- **What the task requires**: Each line of the material that includes the string "center" counts once; report the total and nothing further.

- **Provided data**:
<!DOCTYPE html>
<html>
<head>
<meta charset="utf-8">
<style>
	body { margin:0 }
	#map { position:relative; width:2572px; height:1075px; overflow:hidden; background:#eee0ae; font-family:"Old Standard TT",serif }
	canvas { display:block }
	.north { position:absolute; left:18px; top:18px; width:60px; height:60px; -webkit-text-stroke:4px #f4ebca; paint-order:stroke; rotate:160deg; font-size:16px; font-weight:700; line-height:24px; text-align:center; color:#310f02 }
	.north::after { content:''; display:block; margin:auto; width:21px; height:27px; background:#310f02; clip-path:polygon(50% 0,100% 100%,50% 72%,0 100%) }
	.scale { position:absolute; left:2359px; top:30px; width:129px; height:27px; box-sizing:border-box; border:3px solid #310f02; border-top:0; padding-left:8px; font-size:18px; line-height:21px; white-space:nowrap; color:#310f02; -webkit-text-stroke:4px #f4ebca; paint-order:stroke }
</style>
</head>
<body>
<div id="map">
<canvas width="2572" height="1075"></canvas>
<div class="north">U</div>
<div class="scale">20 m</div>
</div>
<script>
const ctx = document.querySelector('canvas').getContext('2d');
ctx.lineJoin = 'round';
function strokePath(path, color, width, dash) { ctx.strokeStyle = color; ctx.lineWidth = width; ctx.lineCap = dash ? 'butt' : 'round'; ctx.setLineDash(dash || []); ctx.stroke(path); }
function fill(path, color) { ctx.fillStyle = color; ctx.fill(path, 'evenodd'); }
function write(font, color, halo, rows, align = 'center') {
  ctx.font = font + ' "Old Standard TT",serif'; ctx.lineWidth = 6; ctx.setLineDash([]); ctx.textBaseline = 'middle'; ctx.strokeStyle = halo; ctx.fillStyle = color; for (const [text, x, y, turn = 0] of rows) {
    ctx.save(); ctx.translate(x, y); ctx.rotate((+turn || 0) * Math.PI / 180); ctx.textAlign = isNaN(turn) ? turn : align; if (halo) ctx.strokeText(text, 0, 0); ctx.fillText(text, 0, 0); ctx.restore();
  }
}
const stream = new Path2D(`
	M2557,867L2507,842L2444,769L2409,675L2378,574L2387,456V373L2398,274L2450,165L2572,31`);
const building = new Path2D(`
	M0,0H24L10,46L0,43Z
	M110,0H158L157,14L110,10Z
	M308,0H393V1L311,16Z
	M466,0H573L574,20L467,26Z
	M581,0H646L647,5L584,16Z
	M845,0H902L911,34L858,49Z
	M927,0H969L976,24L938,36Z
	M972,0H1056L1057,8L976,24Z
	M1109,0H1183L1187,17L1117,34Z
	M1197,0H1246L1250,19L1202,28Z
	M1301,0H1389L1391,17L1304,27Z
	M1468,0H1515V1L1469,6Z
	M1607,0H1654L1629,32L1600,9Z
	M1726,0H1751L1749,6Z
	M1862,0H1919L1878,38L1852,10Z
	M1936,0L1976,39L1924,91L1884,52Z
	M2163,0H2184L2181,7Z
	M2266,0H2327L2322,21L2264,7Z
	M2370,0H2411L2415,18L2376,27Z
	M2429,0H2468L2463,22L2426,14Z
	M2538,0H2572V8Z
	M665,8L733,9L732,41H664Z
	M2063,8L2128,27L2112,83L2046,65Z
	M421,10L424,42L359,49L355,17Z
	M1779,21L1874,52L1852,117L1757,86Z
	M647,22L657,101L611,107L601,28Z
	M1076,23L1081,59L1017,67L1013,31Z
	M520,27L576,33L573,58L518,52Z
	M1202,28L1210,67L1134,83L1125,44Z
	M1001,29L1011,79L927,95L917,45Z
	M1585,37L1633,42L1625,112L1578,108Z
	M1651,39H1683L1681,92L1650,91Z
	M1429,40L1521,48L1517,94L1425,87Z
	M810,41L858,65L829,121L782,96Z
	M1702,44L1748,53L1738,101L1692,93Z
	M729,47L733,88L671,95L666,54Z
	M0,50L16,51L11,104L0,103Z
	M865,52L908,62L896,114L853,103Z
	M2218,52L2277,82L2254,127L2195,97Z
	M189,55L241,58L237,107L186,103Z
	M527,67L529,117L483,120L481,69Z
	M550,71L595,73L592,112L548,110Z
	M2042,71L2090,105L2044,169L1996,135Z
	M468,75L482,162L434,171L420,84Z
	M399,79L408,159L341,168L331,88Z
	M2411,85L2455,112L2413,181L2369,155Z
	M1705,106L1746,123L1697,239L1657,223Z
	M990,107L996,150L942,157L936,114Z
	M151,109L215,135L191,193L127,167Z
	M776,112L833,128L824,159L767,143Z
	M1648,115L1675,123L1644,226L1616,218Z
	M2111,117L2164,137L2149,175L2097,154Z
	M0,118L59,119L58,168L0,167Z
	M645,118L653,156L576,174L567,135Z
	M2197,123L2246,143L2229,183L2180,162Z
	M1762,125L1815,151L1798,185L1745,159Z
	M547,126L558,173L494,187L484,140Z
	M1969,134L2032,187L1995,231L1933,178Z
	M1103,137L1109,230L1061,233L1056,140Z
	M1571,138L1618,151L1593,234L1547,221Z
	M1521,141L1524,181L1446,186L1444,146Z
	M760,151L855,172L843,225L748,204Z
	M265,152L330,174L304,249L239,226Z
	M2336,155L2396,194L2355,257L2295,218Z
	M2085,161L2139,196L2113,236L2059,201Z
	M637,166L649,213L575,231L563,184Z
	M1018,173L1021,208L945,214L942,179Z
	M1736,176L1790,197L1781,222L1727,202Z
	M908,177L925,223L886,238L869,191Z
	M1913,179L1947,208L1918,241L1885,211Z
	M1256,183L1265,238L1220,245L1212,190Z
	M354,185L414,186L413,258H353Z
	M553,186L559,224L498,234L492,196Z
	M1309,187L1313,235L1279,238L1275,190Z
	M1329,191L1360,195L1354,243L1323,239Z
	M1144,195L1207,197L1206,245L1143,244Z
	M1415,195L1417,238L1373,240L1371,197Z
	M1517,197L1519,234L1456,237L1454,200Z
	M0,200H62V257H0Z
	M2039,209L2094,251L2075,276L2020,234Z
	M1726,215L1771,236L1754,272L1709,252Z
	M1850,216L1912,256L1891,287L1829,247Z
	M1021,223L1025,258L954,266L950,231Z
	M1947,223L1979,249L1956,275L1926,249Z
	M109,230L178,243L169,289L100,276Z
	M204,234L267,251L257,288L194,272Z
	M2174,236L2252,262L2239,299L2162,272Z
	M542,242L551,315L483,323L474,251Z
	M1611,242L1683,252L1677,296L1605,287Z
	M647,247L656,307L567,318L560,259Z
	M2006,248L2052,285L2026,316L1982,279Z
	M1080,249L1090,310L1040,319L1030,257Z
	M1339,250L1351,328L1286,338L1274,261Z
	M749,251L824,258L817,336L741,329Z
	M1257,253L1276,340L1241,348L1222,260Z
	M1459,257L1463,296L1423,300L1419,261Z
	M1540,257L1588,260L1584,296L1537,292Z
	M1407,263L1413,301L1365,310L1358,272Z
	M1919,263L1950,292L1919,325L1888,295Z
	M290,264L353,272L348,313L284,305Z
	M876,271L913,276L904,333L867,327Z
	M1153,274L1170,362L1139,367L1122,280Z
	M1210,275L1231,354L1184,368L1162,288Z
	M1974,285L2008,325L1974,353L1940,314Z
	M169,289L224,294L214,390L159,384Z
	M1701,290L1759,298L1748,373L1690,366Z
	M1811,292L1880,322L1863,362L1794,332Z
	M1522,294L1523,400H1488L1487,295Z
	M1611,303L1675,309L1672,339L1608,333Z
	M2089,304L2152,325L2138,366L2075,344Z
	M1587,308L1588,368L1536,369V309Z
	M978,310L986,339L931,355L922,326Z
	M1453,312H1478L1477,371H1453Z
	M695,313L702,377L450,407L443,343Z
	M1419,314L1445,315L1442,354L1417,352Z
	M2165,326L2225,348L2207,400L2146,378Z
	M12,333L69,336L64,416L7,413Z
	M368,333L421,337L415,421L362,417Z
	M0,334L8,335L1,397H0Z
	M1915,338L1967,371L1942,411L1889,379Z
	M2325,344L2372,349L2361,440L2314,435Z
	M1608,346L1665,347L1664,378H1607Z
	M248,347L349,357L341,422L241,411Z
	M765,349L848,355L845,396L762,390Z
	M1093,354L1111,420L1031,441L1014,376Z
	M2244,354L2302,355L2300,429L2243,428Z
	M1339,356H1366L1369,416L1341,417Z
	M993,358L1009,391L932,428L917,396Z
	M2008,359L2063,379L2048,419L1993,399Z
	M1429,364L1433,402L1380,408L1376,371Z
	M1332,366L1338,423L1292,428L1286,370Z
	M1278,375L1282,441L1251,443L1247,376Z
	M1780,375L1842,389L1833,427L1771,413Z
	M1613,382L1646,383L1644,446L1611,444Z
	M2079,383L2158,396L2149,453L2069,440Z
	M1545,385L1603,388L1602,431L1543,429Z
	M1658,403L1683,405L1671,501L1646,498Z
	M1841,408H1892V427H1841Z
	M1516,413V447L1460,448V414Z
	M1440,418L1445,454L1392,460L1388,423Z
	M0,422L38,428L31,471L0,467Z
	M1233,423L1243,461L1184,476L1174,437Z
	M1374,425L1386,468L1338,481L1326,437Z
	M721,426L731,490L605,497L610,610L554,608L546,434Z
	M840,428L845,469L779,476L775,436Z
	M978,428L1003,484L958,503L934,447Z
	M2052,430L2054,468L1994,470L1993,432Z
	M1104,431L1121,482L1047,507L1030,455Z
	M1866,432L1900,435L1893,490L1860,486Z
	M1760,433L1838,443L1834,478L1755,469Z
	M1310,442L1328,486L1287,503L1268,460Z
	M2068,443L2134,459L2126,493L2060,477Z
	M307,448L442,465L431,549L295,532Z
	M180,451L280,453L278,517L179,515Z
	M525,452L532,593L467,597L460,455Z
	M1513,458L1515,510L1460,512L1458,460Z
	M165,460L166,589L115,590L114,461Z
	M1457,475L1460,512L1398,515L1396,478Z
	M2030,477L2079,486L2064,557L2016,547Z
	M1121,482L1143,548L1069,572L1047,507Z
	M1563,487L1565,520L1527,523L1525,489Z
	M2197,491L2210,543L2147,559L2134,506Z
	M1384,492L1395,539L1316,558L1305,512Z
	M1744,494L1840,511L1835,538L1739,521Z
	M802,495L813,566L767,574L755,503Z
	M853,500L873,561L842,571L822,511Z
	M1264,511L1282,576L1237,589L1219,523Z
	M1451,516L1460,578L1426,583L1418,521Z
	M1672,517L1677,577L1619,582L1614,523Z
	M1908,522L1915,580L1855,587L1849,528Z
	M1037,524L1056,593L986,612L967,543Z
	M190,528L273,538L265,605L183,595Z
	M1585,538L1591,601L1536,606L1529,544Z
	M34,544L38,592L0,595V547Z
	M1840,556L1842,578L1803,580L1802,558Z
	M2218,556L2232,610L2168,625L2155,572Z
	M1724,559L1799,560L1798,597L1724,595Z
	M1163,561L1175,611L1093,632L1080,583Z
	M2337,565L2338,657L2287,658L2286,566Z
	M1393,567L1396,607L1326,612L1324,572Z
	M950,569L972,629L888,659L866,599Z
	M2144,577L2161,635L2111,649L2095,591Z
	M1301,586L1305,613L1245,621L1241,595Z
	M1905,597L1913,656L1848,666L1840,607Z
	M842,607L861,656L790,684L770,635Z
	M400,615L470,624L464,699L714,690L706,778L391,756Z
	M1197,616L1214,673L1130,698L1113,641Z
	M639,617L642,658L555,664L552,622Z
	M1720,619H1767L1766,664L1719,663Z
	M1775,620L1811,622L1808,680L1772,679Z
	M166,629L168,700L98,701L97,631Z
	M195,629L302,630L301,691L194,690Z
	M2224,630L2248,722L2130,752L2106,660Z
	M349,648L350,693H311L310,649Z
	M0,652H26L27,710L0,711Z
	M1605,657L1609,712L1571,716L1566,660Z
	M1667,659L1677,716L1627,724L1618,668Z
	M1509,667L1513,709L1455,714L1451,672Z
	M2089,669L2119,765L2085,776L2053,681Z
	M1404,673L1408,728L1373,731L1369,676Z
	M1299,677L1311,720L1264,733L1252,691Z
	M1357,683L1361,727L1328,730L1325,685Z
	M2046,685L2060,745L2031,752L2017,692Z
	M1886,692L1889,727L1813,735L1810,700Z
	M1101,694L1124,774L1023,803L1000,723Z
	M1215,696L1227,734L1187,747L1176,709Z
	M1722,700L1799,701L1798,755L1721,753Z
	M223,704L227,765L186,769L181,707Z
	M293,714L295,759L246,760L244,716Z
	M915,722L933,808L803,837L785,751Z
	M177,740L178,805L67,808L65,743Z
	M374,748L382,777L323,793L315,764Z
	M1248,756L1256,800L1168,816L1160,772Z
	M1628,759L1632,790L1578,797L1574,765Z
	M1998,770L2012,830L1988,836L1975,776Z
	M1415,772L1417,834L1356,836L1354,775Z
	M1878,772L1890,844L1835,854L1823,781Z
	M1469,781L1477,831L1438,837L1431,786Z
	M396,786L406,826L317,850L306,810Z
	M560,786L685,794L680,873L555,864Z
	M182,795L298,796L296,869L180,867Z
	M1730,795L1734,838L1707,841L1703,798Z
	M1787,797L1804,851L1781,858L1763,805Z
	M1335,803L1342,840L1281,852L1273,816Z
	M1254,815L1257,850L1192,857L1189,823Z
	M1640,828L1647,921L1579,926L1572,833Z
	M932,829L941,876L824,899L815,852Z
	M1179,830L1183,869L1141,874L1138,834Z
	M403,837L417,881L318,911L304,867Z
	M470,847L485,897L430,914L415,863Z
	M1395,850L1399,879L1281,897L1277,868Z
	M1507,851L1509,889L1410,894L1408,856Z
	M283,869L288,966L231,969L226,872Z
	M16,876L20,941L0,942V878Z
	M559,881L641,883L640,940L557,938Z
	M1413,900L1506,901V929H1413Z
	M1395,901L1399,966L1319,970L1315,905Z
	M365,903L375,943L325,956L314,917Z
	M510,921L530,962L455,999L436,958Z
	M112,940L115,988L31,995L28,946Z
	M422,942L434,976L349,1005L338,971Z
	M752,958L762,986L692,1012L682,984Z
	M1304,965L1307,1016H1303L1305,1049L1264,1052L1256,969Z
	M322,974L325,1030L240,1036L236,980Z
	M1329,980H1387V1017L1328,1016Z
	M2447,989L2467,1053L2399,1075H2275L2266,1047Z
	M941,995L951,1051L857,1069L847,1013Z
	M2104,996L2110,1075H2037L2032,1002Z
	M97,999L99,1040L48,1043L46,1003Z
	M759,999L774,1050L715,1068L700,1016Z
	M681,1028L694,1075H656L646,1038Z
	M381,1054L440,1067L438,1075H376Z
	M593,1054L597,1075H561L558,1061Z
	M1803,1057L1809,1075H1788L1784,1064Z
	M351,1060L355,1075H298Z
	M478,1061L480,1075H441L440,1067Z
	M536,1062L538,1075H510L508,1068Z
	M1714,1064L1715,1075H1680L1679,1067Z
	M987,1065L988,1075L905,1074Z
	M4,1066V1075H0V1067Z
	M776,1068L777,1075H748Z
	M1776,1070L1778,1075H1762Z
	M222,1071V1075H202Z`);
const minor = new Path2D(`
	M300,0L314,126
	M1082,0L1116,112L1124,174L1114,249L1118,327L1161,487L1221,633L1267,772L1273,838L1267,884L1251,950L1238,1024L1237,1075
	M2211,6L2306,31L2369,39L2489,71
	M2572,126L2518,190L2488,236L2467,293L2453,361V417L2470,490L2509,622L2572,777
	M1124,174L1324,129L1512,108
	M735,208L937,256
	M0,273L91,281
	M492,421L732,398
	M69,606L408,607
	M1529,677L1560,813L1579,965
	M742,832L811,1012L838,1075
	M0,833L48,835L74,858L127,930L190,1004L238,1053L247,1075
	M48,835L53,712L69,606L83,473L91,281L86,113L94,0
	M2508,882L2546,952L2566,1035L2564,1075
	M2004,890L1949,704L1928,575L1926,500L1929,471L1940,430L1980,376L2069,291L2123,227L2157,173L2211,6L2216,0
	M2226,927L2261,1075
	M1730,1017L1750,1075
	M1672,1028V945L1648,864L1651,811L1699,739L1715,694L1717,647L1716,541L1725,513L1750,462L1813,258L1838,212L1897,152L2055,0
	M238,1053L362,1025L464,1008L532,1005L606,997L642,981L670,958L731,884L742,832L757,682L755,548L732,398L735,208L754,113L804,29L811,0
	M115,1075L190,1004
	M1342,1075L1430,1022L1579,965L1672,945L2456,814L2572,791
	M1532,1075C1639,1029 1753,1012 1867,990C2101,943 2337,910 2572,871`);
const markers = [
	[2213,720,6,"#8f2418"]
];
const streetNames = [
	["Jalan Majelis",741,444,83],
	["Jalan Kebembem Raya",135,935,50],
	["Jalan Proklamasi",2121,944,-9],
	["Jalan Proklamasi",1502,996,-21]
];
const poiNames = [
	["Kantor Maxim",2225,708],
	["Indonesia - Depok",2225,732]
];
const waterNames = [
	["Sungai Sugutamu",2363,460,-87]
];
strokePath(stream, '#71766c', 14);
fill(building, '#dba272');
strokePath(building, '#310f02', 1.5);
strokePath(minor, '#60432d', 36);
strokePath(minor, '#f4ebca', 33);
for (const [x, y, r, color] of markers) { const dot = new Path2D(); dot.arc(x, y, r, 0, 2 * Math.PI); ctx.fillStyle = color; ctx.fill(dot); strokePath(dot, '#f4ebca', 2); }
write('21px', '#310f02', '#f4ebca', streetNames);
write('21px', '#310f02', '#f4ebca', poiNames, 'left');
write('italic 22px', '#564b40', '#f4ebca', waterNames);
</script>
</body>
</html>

- **Solution**: 2